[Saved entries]
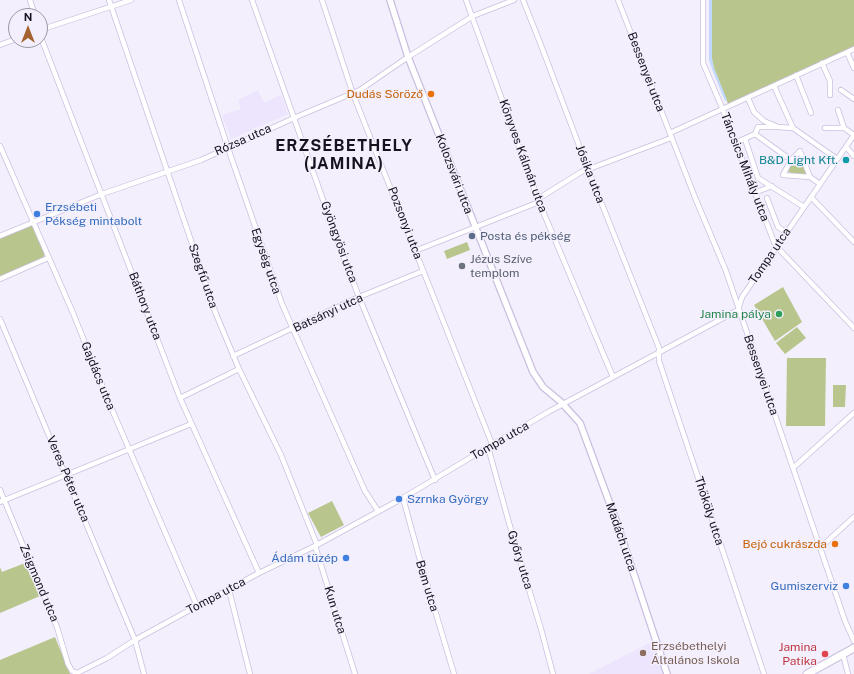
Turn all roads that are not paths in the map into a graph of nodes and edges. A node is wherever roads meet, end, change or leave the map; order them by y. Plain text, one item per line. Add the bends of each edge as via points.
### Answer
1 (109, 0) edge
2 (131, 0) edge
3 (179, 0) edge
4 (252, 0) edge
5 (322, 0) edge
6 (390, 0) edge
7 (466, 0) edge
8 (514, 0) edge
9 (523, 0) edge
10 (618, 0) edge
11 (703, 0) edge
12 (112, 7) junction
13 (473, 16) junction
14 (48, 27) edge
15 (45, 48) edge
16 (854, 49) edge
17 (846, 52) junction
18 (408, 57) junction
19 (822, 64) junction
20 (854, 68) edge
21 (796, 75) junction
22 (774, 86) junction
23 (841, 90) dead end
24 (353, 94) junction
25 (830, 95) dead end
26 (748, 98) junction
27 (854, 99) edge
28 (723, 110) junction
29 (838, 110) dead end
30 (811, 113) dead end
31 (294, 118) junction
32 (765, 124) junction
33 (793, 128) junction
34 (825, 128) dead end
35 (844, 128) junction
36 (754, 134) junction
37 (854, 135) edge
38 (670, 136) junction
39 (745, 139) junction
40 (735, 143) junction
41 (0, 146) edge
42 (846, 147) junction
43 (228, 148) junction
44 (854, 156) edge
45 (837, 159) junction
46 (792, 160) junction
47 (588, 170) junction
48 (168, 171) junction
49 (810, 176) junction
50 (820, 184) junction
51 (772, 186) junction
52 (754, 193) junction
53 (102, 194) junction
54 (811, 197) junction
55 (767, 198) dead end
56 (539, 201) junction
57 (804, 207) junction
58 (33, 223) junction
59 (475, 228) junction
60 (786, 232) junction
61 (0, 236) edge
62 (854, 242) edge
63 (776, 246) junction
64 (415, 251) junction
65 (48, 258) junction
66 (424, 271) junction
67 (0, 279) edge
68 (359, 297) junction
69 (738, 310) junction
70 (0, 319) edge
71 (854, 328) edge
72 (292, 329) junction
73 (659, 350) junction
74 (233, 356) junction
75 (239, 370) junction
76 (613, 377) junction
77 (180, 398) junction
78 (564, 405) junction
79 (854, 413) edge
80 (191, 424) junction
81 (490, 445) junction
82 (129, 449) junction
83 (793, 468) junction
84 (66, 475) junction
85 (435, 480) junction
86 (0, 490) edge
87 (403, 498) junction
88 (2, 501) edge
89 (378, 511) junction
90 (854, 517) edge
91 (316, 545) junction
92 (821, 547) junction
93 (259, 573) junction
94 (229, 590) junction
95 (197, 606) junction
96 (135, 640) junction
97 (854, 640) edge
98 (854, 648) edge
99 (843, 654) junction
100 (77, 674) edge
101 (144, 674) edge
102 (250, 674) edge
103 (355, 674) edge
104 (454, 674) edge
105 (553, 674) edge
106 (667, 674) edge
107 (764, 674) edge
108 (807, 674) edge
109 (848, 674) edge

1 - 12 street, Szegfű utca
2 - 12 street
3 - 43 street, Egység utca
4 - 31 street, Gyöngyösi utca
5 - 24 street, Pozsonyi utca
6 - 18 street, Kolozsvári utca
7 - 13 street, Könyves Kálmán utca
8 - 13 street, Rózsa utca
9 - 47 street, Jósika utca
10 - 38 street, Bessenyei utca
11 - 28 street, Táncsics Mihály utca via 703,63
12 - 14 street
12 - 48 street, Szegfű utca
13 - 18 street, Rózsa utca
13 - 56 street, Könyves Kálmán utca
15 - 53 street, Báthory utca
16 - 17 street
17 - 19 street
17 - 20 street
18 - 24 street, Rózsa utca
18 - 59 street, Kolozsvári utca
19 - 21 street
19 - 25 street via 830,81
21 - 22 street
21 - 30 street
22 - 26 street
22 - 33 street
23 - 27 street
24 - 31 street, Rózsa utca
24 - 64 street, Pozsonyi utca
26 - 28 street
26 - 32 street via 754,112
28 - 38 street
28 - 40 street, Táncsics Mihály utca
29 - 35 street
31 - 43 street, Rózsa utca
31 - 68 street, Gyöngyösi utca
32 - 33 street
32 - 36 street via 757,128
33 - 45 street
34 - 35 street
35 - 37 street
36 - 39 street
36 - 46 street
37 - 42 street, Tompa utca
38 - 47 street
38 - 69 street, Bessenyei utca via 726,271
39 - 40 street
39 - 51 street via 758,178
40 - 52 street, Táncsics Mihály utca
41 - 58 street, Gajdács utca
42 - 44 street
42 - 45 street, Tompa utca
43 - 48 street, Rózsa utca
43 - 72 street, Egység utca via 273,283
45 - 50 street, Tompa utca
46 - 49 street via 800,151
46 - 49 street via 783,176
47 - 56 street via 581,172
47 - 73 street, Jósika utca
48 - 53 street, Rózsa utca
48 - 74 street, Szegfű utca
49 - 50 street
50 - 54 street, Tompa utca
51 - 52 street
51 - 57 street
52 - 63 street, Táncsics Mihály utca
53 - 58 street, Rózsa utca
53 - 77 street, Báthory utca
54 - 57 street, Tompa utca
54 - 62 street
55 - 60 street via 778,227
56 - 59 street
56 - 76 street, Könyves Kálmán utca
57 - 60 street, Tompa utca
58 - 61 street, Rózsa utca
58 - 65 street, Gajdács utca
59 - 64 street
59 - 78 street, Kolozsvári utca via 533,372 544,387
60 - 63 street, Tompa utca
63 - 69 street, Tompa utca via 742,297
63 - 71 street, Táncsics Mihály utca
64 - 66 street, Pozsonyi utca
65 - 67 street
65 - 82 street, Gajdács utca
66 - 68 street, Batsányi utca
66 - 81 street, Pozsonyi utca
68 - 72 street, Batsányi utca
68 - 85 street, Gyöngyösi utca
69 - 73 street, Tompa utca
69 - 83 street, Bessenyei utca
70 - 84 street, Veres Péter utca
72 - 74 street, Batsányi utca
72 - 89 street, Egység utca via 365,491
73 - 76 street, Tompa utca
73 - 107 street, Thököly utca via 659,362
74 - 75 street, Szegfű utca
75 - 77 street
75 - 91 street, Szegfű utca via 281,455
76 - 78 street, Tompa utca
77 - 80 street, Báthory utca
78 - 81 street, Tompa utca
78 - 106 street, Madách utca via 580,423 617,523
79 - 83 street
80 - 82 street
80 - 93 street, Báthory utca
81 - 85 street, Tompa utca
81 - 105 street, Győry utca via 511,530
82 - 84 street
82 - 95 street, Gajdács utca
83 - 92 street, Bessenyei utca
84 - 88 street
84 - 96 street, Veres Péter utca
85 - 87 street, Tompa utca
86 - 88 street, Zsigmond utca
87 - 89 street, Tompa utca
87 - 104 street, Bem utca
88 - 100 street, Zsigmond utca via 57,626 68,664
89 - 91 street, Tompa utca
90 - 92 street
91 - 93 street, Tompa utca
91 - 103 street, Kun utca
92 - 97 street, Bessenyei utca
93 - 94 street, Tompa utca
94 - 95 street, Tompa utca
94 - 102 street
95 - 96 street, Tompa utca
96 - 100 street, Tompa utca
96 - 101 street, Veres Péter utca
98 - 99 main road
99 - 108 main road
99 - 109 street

### [Work to be completed]
Read through the records above and copy the lines that contain "dead".

### [Task response]
23 (841, 90) dead end
25 (830, 95) dead end
29 (838, 110) dead end
30 (811, 113) dead end
34 (825, 128) dead end
55 (767, 198) dead end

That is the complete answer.